The whole job was about 7 days. Walls we're re-painted in 6 rooms (2 coats) and the popcorn removal/paint you see above.


----------



## JTP (Apr 29, 2007)

Thanks for the suggestions. I have been doing some reading up on materials used in older popcorn textures. Asbestos is one of those materials. If you Google the topic, you will find some interesting articles on this topic as well.

Did anyone out there go to the trouble of testing the popcorn before actually removing it. What say ye all on this. Is this another job to simply stay away from?

JTP


----------



## jackrabbit5 (Oct 1, 2007)

Has the popcorn been painted? If so the garden sprayer is out. At least until you've scraped off the bulk of the texture, after that the water might be able to penetrate enough to loosen the remaining texture.


----------



## Tmrrptr (May 4, 2007)

It can get messy, any way you look at it...
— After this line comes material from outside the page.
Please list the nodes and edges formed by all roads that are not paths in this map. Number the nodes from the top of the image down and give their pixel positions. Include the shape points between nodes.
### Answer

We tarp it, and then bag it. Well.

Garden sprayer or the pump is ok for just a room, otherwise,
we just bring in the garden hose and use drywall knife on a stick.

...Yes, we got a nice garden spray nozzle that adjusts very well and does have a positive shutoff...


----------



## JTP (Apr 29, 2007)

*Popcorn Job Revisited*

Thanks to all who responded to this thread. Although no one responded to the asbestos issue, I decided to print out a hard copy of some information regarding texture and asbestos. I gave the information to the customer after inquiring how many years the texture had been up--the answer was 20 or more years. I explained that I was not prepared or equiped to remove her texture because of the possible health hazards. She understood and decided to have the ceiling touched up where damaged.
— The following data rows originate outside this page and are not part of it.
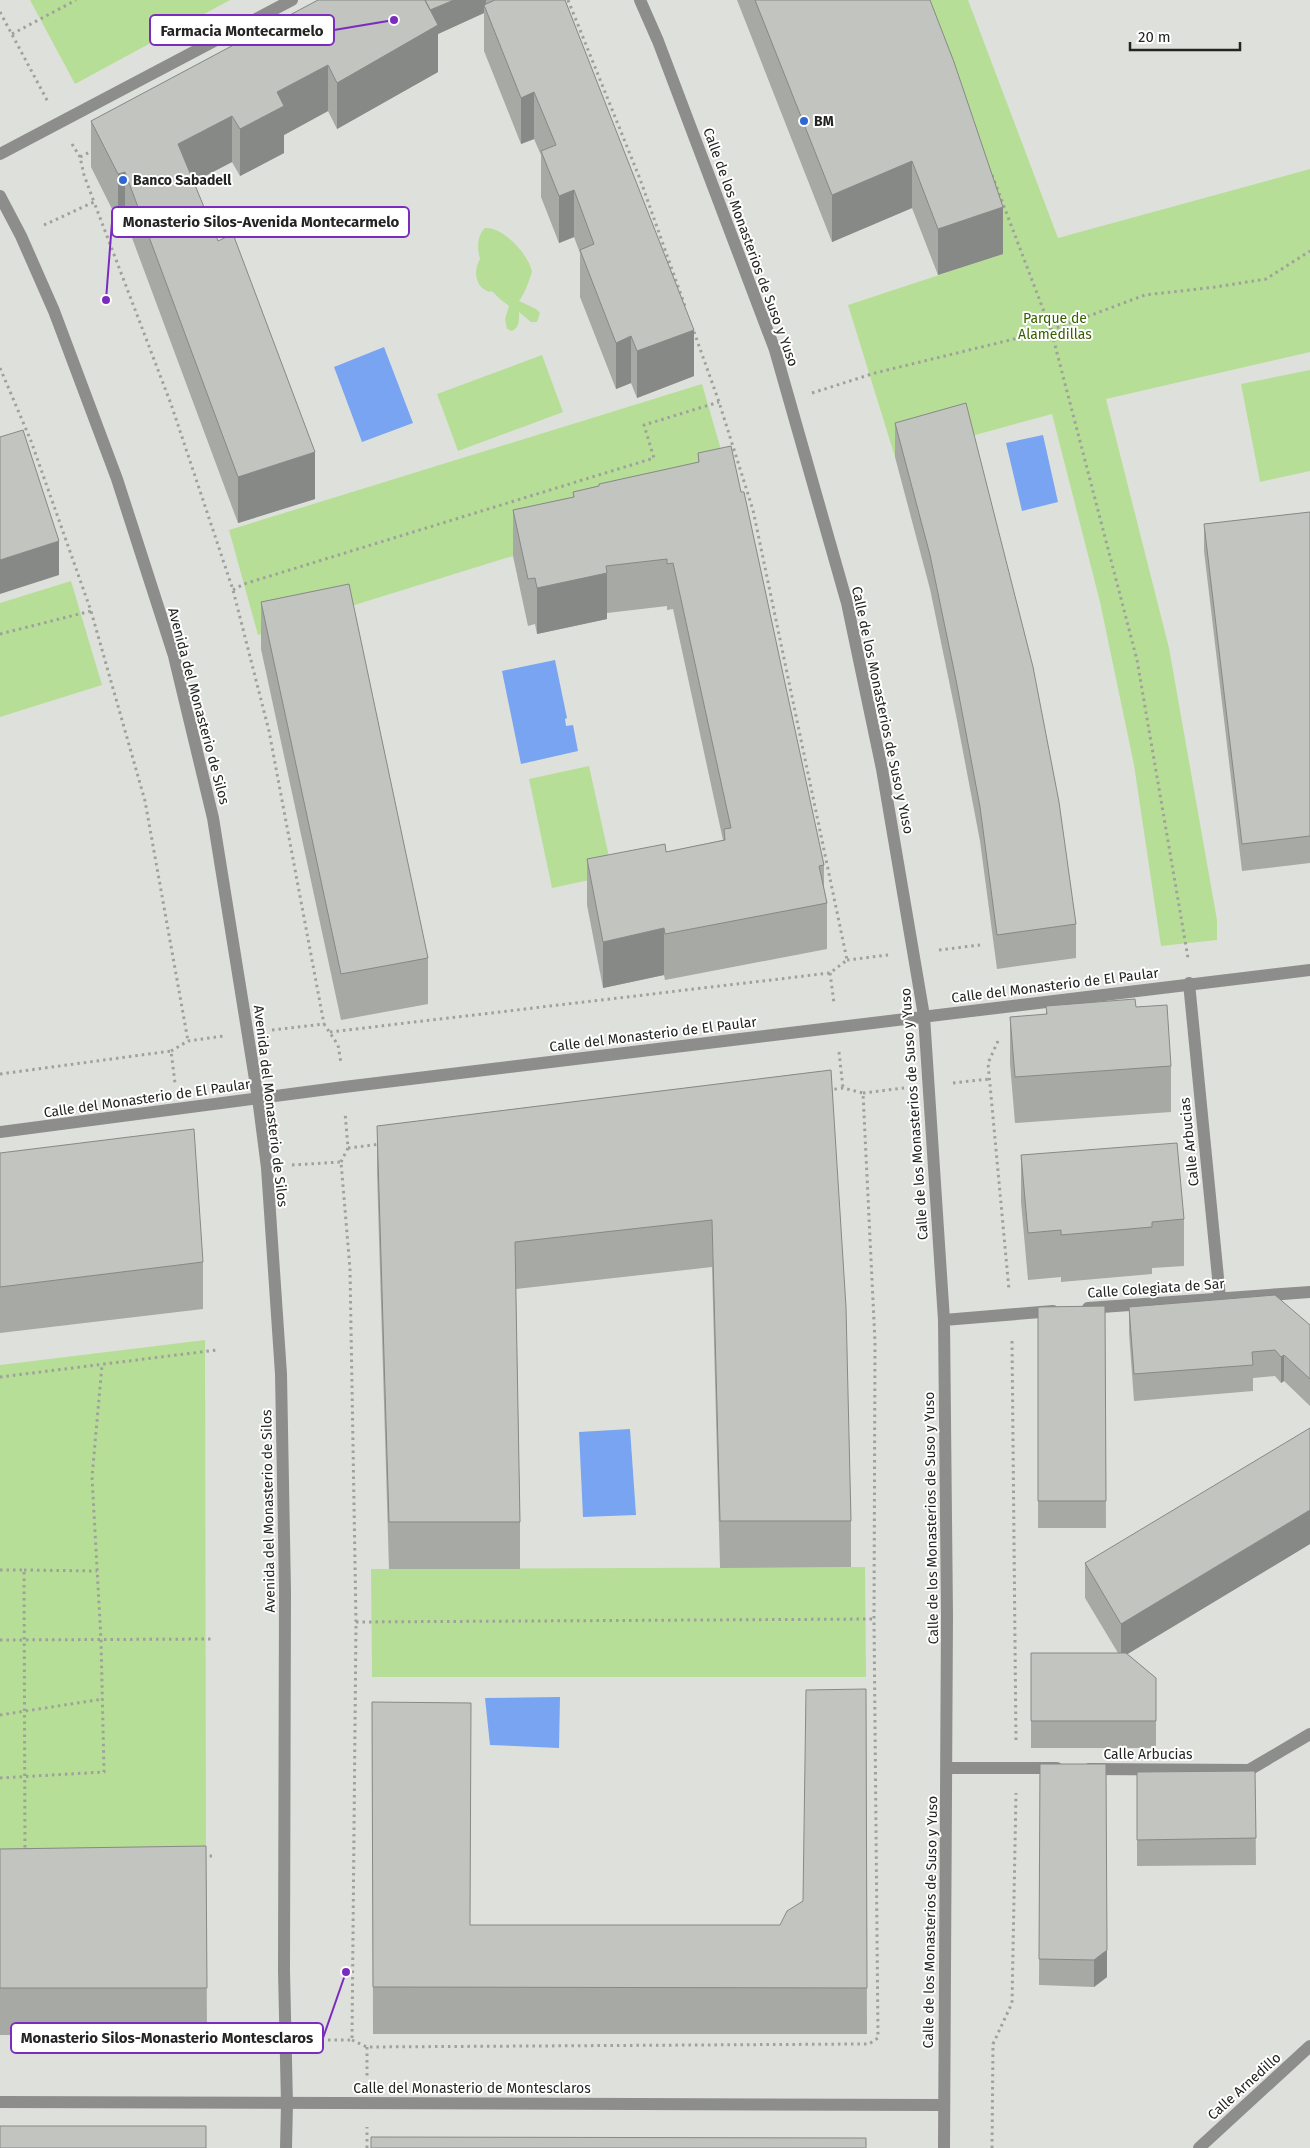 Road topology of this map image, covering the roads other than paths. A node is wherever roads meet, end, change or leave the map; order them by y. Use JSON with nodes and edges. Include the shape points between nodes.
{"nodes":[{"id":1,"x":292,"y":0,"type":"edge"},
{"id":2,"x":640,"y":0,"type":"edge"},
{"id":3,"x":0,"y":154,"type":"edge"},
{"id":4,"x":0,"y":196,"type":"edge"},
{"id":5,"x":1310,"y":970,"type":"edge"},
{"id":6,"x":1189,"y":984,"type":"junction"},
{"id":7,"x":924,"y":1016,"type":"junction"},
{"id":8,"x":258,"y":1098,"type":"junction"},
{"id":9,"x":0,"y":1132,"type":"edge"},
{"id":10,"x":1310,"y":1292,"type":"edge"},
{"id":11,"x":1220,"y":1298,"type":"junction"},
{"id":12,"x":944,"y":1320,"type":"junction"},
{"id":13,"x":1310,"y":1734,"type":"edge"},
{"id":14,"x":947,"y":1768,"type":"junction"},
{"id":15,"x":1310,"y":2046,"type":"edge"},
{"id":16,"x":0,"y":2102,"type":"edge"},
{"id":17,"x":287,"y":2104,"type":"junction"},
{"id":18,"x":944,"y":2105,"type":"junction"},
{"id":19,"x":286,"y":2148,"type":"edge"},
{"id":20,"x":944,"y":2148,"type":"edge"},
{"id":21,"x":1199,"y":2148,"type":"edge"}],
"edges":[{"from":1,"to":3,"type":"street"},
{"from":2,"to":7,"type":"street","name":"Calle de los Monasterios de Suso y Yuso","via":[[771,341],[847,603],[882,769]]},
{"from":4,"to":8,"type":"street","name":"Avenida del Monasterio de Silos","via":[[54,311],[117,479],[174,656],[213,818]]},
{"from":5,"to":6,"type":"street","name":"Calle del Monasterio de El Paular"},
{"from":6,"to":7,"type":"street","name":"Calle del Monasterio de El Paular"},
{"from":6,"to":11,"type":"street","name":"Calle Arbucias"},
{"from":7,"to":8,"type":"street","name":"Calle del Monasterio de El Paular"},
{"from":7,"to":12,"type":"street","name":"Calle de los Monasterios de Suso y Yuso"},
{"from":8,"to":9,"type":"street","name":"Calle del Monasterio de El Paular"},
{"from":8,"to":17,"type":"street","name":"Avenida del Monasterio de Silos","via":[[267,1168],[281,1374]]},
{"from":10,"to":11,"type":"street","name":"Calle Colegiata de Sar"},
{"from":11,"to":12,"type":"street","name":"Calle Colegiata de Sar"},
{"from":12,"to":14,"type":"street","name":"Calle de los Monasterios de Suso y Yuso"},
{"from":13,"to":14,"type":"street","name":"Calle Arbucias","via":[[1249,1770]]},
{"from":14,"to":18,"type":"street","name":"Calle de los Monasterios de Suso y Yuso"},
{"from":15,"to":21,"type":"street","name":"Calle Arnedillo"},
{"from":16,"to":17,"type":"street","name":"Calle del Monasterio de Montesclaros"},
{"from":17,"to":18,"type":"street","name":"Calle del Monasterio de Montesclaros"},
{"from":17,"to":19,"type":"street","name":"Avenida del Monasterio de Silos"},
{"from":18,"to":20,"type":"street","name":"Calle de los Monasterios de Suso y Yuso"}]}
So my next question is: The damage to the textured ceiling was done by a feather duster and crazy maid. The maid over did the duster deal and left grooves in the texture. 

In order to repair the damage, what would you all suggest we do. Of course, once repaired, we will re-paint. Thanks. You have all been very generous in sharing your experience, wit, and time.

JTP


----------



## Rich (Apr 26, 2007)

A picture is probably the best thing for us at this point. 
Once we see it, we can probably step you through much better


----------



## Painter James (Aug 27, 2007)

Leaving grooves in the texture, or in the drywall substrate? Rich is right, a pic is needed. If the grooves are simply in the acoustic popcorn, then plastic off the area, lay paper tarps over the plastic (easier to walk on/bag it up), and get ya a hopper chock-full of the muddy gooey goodness, and shoot away. I always liked to lay it on thicker than I thought was warranted, that way you can always hit the dry build-up with a broom to level it off. Hard to go wrong with it.


----------



## FoilEffects (Dec 19, 2007)

Nice job Rich!!!


----------



## JTP (Apr 29, 2007)

We have taken a few days of for the holidays, so I can't get a picture out real soon. I can tell you all, however, that the grooves in the texture appear to be just in the texture and not in the sheet rock. We do not have a texture gun or hopper. My partner says there is touch in a can for texture. 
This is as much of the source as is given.